DESCRIPTION OF THE TASK: The response must reproduce every record in full.

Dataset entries
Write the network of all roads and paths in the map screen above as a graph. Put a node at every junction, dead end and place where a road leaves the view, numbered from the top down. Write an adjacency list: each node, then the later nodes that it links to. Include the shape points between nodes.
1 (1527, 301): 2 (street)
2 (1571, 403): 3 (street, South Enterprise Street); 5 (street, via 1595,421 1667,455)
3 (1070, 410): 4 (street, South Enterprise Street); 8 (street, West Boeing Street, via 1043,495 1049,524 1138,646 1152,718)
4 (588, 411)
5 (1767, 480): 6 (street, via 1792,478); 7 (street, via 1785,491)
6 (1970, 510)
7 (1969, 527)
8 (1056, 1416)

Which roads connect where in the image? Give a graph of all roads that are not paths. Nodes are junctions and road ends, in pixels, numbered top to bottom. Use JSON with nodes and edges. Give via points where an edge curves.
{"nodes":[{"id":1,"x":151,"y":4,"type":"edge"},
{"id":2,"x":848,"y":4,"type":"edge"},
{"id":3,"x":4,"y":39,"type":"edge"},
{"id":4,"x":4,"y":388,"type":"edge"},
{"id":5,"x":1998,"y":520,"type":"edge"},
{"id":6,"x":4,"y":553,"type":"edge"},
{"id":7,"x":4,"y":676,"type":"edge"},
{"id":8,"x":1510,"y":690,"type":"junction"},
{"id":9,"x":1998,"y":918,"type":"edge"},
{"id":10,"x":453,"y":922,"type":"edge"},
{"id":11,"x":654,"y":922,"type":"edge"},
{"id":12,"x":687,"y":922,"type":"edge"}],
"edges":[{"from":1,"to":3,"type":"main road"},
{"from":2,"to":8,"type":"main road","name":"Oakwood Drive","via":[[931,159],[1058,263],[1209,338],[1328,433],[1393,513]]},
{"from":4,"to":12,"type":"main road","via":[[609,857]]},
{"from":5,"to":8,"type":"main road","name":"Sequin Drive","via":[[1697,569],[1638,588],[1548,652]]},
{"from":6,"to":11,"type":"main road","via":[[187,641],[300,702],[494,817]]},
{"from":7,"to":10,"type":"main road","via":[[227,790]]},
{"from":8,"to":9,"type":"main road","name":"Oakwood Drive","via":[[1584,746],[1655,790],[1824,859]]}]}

REPLY:
Write the network of all roads and paths in the map screen above as a graph. Put a node at every junction, dead end and place where a road leaves the view, numbered from the top down. Write an adjacency list: each node, then the later nodes that it links to. Include the shape points between nodes.
1 (1527, 301): 2 (street)
2 (1571, 403): 3 (street, South Enterprise Street); 5 (street, via 1595,421 1667,455)
3 (1070, 410): 4 (street, South Enterprise Street); 8 (street, West Boeing Street, via 1043,495 1049,524 1138,646 1152,718)
4 (588, 411)
5 (1767, 480): 6 (street, via 1792,478); 7 (street, via 1785,491)
6 (1970, 510)
7 (1969, 527)
8 (1056, 1416)

Which roads connect where in the image? Give a graph of all roads that are not paths. Nodes are junctions and road ends, in pixels, numbered top to bottom. Use JSON with nodes and edges. Give via points where an edge curves.
{"nodes":[{"id":1,"x":151,"y":4,"type":"edge"},
{"id":2,"x":848,"y":4,"type":"edge"},
{"id":3,"x":4,"y":39,"type":"edge"},
{"id":4,"x":4,"y":388,"type":"edge"},
{"id":5,"x":1998,"y":520,"type":"edge"},
{"id":6,"x":4,"y":553,"type":"edge"},
{"id":7,"x":4,"y":676,"type":"edge"},
{"id":8,"x":1510,"y":690,"type":"junction"},
{"id":9,"x":1998,"y":918,"type":"edge"},
{"id":10,"x":453,"y":922,"type":"edge"},
{"id":11,"x":654,"y":922,"type":"edge"},
{"id":12,"x":687,"y":922,"type":"edge"}],
"edges":[{"from":1,"to":3,"type":"main road"},
{"from":2,"to":8,"type":"main road","name":"Oakwood Drive","via":[[931,159],[1058,263],[1209,338],[1328,433],[1393,513]]},
{"from":4,"to":12,"type":"main road","via":[[609,857]]},
{"from":5,"to":8,"type":"main road","name":"Sequin Drive","via":[[1697,569],[1638,588],[1548,652]]},
{"from":6,"to":11,"type":"main road","via":[[187,641],[300,702],[494,817]]},
{"from":7,"to":10,"type":"main road","via":[[227,790]]},
{"from":8,"to":9,"type":"main road","name":"Oakwood Drive","via":[[1584,746],[1655,790],[1824,859]]}]}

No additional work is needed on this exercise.